╭─ TASK MATERIAL

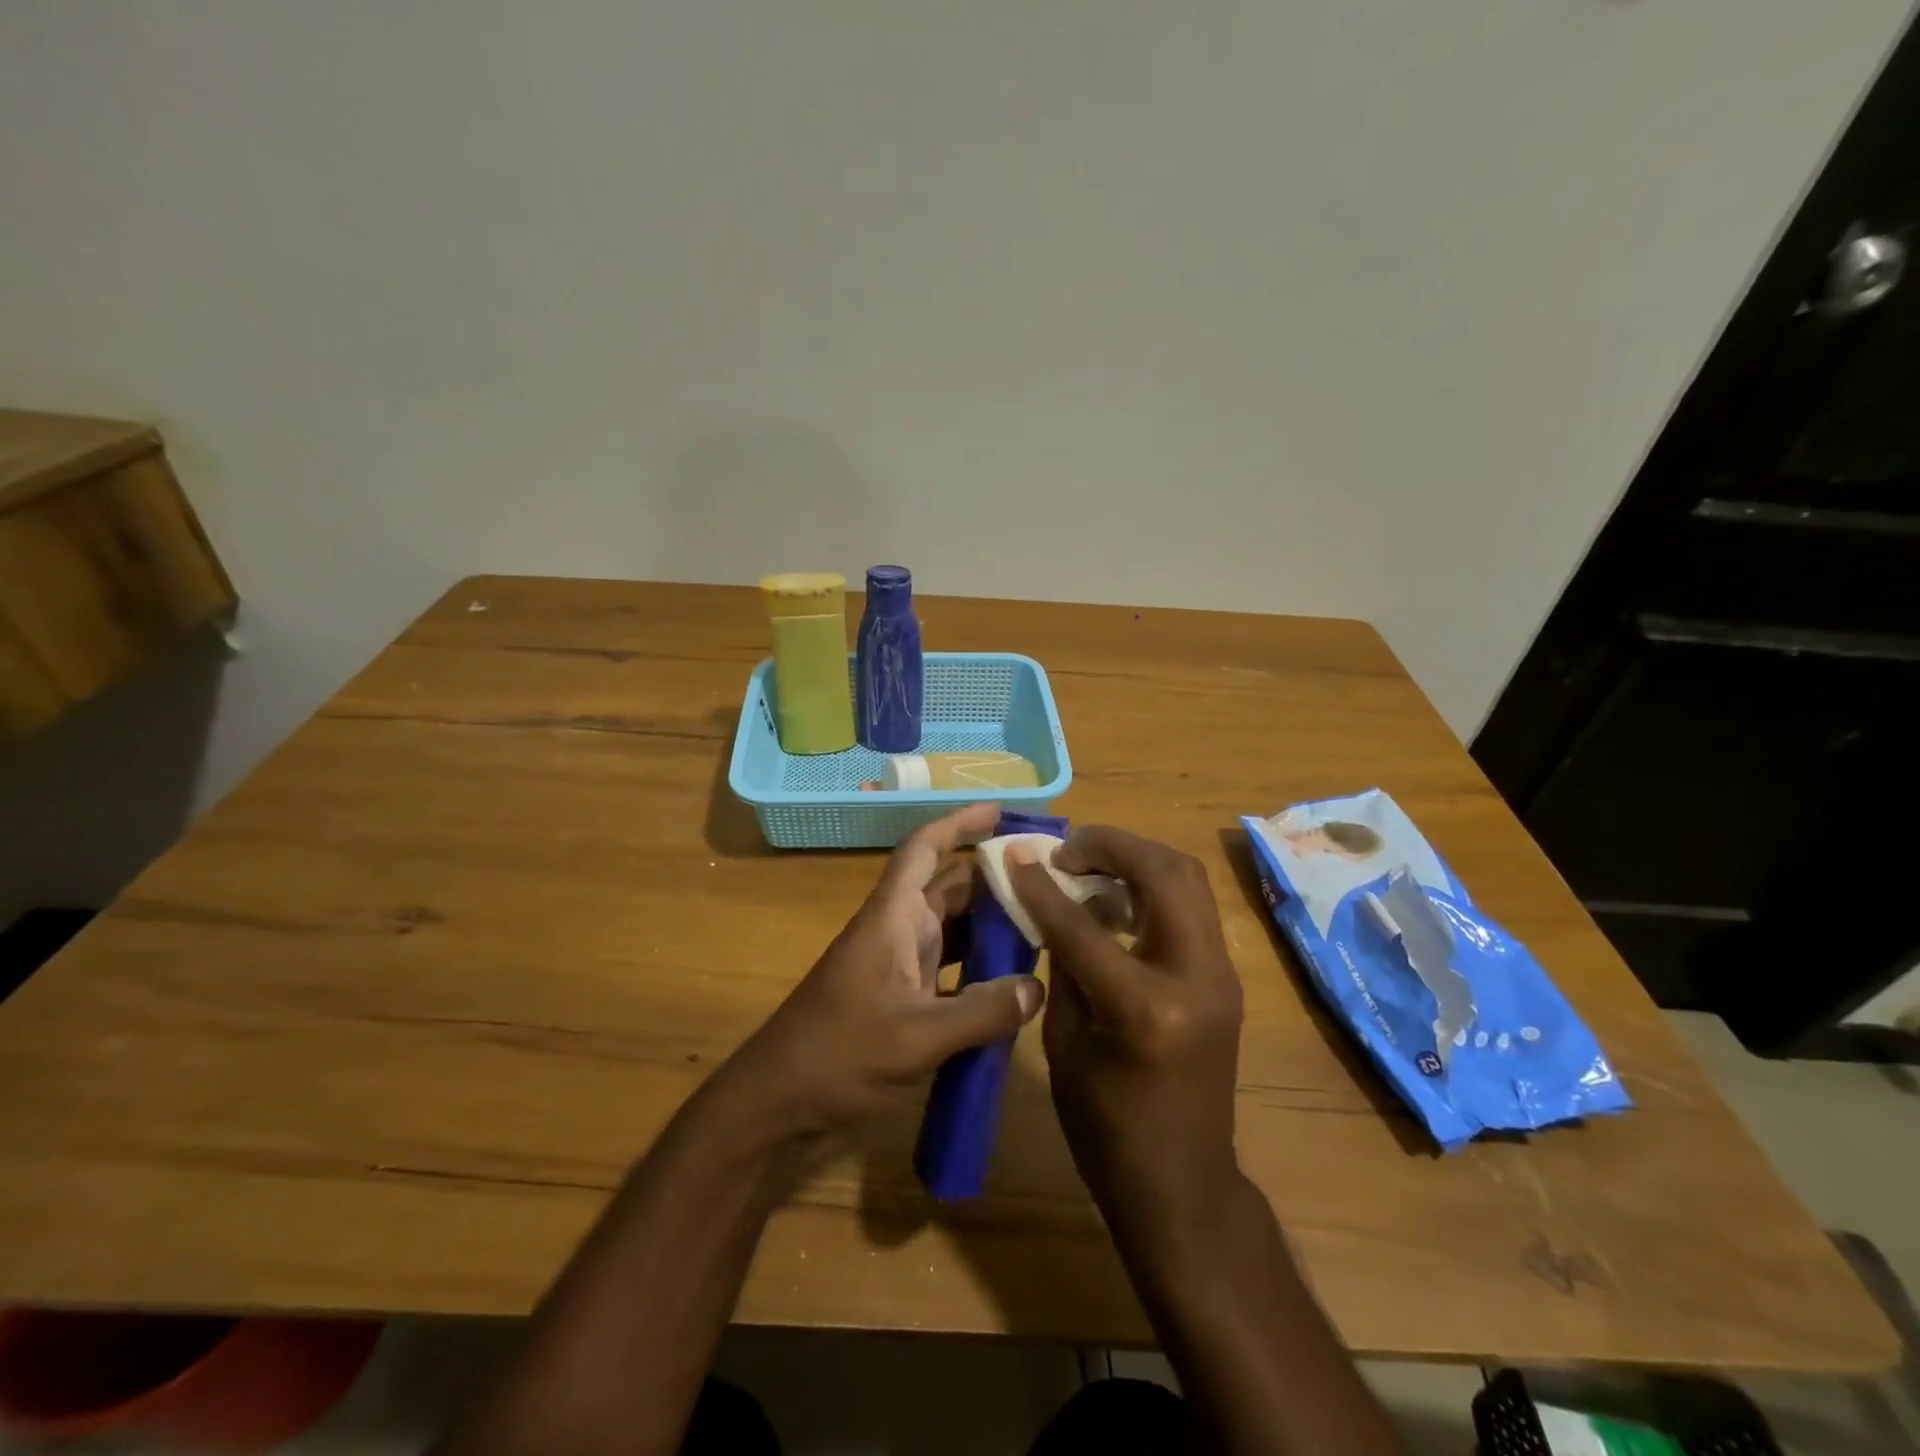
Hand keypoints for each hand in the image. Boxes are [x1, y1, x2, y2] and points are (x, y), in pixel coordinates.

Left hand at [718, 803, 1045, 1144]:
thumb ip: (982, 1012)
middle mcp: (898, 928)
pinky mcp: (902, 995)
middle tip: (1050, 879)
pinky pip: (951, 964)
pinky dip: (981, 964)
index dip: (959, 823)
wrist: (778, 1101)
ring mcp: (899, 963)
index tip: (1002, 811)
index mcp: (893, 917)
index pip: (925, 848)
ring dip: (992, 923)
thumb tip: (1038, 988)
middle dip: (995, 878)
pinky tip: (1015, 981)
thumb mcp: (918, 1036)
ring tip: (1046, 923)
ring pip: (954, 926)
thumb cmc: (839, 1054)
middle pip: (951, 886)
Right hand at [1009, 827, 1243, 1244]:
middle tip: (1066, 851)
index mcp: (1145, 1009)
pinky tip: (1119, 899)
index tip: (1015, 856)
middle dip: (1111, 846)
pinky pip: (1192, 907)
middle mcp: (1197, 978)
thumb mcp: (1064, 1045)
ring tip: (1090, 865)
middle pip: (1164, 872)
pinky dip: (1155, 886)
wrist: (1183, 1186)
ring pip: (1189, 878)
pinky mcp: (1227, 977)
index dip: (1042, 885)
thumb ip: (1064, 964)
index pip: (1084, 924)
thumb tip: (1055, 904)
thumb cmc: (1107, 1130)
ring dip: (1138, 858)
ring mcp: (1223, 974)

╰─

▶ TASK BRIEF
Copy exactly the lines that run from the one containing "wrist: (778, 1101)" to the last line of the listing, both included, and nothing more.

▶ TASK OUTPUT
wrist: (778, 1101)
ring mcp: (899, 963)
index tip: (1002, 811)
index mcp: (893, 917)
index pip: (925, 848)
ring dip: (992, 923)
thumb tip: (1038, 988)
middle dip: (995, 878)
pinky tip: (1015, 981)
thumb mcp: (918, 1036)
ring tip: (1046, 923)
ring pip: (954, 926)
thumb cmc: (839, 1054)
middle pip: (951, 886)
Right hand at [1009, 827, 1243, 1244]:
middle tip: (1066, 851)
index mcp: (1145, 1009)
pinky tip: (1119, 899)
index tip: (1015, 856)
middle dip: (1111, 846)
pinky pip: (1192, 907)
middle mcp: (1197, 978)
thumb mcp: (1064, 1045)
ring tip: (1090, 865)
middle pip: (1164, 872)
pinky dip: (1155, 886)
wrist: (1183, 1186)
ring pip: (1189, 878)
pinky mcp: (1227, 977)
index dip: (1042, 885)
thumb ip: (1064, 964)
index pip: (1084, 924)
thumb tip: (1055, 904)
thumb cmc: (1107, 1130)
ring dip: (1138, 858)
ring mcp: (1223, 974)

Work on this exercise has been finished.